I am having difficulty getting "removingPercentEncoding" working for an NSString in Cocoa and for String in Swift
For instance I have a text file of strings (one per line) similar to sample below.
"http://www.ebay.com/itm/like/272309198212?lpid=82&chn=ps&ul_ref=http%3A%2F%2Frover.ebay.com%2Frover%2F1%2F711-117182-37290-0%2F2%3Fmtid%3D1588%26kwid%3D1%26crlp%3D110544474129_324272%26itemid%3D272309198212%26targetid..."
My Swift code
let theFile = NSHomeDirectory() + "/urls.txt"
let aString = try String(contentsOfFile:theFile, encoding: String.Encoding.utf8)
let myStrings = aString.components(separatedBy: .newlines)
for theURL in myStrings {
print( (theURL.removingPercentEncoding)!)
}
My Cocoa code
NSUInteger i;
NSString *theFile = [NSString stringWithUTF8String:argv[1]];
NSCharacterSet *newlineCharSet = [NSCharacterSet newlineCharacterSet];
NSString* fileContents = [NSString stringWithContentsOfFile:theFile encoding:NSUTF8StringEncoding error:nil];
NSArray *lines = [fileContents componentsSeparatedByCharactersInSet:newlineCharSet];
for( i=0; i<[lines count]; i++ ) {
NSString *str = [lines objectAtIndex:i];
NSLog(@"%@\n", [str stringByRemovingPercentEncoding]);
}
Both of these example iterate through the lines of the file just fine but will not remove the % encodings.
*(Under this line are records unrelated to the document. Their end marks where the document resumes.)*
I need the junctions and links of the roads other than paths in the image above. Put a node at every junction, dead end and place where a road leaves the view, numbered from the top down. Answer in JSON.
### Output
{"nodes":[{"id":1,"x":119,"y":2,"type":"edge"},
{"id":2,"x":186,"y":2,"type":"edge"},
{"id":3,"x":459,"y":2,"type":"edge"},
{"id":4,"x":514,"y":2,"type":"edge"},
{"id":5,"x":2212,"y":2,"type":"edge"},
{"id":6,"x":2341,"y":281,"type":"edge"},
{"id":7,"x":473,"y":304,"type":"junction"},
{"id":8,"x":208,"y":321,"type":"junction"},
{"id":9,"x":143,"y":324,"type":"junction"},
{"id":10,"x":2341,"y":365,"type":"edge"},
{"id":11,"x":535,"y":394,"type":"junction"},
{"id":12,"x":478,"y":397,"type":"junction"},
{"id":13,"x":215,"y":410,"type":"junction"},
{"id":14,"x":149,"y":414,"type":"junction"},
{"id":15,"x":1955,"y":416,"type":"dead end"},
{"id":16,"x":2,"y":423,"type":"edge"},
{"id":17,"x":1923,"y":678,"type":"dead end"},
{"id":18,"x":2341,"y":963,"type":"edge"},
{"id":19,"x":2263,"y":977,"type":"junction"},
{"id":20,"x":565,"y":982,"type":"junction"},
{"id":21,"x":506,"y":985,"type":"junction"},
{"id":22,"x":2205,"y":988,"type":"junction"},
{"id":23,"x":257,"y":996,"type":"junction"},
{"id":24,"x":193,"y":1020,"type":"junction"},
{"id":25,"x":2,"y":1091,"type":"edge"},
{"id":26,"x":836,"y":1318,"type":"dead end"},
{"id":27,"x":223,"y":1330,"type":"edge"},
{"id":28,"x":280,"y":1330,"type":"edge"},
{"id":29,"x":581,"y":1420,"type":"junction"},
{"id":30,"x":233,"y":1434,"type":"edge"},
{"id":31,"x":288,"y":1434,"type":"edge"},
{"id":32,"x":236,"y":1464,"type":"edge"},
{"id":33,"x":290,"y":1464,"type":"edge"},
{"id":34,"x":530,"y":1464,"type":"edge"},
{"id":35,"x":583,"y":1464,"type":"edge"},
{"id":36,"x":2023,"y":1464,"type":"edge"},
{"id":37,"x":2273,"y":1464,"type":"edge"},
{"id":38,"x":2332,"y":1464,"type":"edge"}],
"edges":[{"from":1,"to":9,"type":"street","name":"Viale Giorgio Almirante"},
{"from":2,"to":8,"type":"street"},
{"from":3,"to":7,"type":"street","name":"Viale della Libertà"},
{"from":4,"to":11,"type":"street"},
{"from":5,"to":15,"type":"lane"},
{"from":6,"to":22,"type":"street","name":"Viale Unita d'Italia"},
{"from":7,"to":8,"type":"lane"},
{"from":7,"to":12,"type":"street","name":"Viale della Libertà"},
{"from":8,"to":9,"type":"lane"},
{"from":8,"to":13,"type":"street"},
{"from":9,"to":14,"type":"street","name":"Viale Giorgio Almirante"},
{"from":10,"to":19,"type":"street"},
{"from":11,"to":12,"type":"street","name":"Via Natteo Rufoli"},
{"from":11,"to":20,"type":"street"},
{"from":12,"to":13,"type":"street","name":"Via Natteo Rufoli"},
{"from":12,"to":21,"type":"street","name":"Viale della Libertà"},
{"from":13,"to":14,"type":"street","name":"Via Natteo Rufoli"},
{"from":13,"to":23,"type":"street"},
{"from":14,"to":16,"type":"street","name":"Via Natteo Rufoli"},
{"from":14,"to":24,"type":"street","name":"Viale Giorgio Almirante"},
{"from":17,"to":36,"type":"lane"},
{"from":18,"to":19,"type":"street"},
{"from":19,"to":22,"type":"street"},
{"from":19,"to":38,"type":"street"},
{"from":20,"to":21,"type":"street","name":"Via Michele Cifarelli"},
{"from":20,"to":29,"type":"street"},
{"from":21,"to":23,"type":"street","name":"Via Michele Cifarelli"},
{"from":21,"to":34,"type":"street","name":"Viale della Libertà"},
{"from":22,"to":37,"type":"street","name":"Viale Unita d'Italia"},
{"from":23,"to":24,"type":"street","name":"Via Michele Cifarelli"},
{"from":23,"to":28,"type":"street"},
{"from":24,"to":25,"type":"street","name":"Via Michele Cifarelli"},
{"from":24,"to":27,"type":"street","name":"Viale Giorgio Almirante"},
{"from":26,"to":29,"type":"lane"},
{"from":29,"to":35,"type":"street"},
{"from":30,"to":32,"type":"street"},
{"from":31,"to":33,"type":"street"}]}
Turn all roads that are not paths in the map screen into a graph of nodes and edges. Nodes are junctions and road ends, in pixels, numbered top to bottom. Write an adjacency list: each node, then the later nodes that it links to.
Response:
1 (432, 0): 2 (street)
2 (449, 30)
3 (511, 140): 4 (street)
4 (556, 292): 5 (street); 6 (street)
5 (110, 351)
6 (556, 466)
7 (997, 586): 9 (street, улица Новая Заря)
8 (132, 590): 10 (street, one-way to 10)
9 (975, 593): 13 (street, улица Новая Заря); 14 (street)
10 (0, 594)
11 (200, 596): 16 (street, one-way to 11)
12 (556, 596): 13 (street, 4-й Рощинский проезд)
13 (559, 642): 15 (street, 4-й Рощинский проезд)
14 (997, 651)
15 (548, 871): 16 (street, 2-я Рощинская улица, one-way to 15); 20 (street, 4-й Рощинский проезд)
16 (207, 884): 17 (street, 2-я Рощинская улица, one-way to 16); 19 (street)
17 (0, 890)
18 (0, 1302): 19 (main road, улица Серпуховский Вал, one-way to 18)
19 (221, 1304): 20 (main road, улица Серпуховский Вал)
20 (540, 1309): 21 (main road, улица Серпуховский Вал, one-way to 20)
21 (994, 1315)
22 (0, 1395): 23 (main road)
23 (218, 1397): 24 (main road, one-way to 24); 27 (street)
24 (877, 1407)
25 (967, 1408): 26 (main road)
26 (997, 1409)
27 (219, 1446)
I've tried all the different string encodings with the same negative results:
Now when a do a string assignment like below, it will give the expected results, but not when iterating through a file
NSString *theString = @"http://www.ebay.com/itm/like/272309198212?lpid=82&chn=ps&ul_ref=http%3A%2F%2Frover.ebay.com%2Frover%2F1%2F711-117182-37290-0%2F2%3Fmtid%3D1588%26kwid%3D1%26crlp%3D110544474129_324272%26itemid..."
NSLog(@"%@", [theString stringbyRemovingPercentEncoding]);
I've got the nagging feeling, I'm missing something very simple. Or am I not crazy and this is some kind of bug.
Inspecting my urls.txt file closer I found that the problem is that the percent (%) is itself sometimes being escaped, for example %253F and even a few where it is encoded as %25253F (really weird). The solution was to apply remmovingPercentEncoding 3 times to the string to unwrap the encoded stuff. What is the purpose in such an encoding?
So here is what is working. I suppose you could also do a replaceOccurencesofString: withString a couple times to acheive the same effect.
NSUInteger i;
NSString *theFile = [NSString stringWithUTF8String:argv[1]];
NSCharacterSet *newlineCharSet = [NSCharacterSet newlineCharacterSet];
NSString* fileContents = [NSString stringWithContentsOfFile:theFile encoding:NSUTF8StringEncoding error:nil];
NSArray *lines = [fileContents componentsSeparatedByCharactersInSet:newlineCharSet];
for( i=0; i<[lines count]; i++ ) {
NSString *str = [[lines objectAtIndex:i] stringByRemovingPercentEncoding];
str = [str stringByRemovingPercentEncoding];
NSLog(@"%@\n", [str stringByRemovingPercentEncoding]);
}
Does anyone else have a more elegant solution?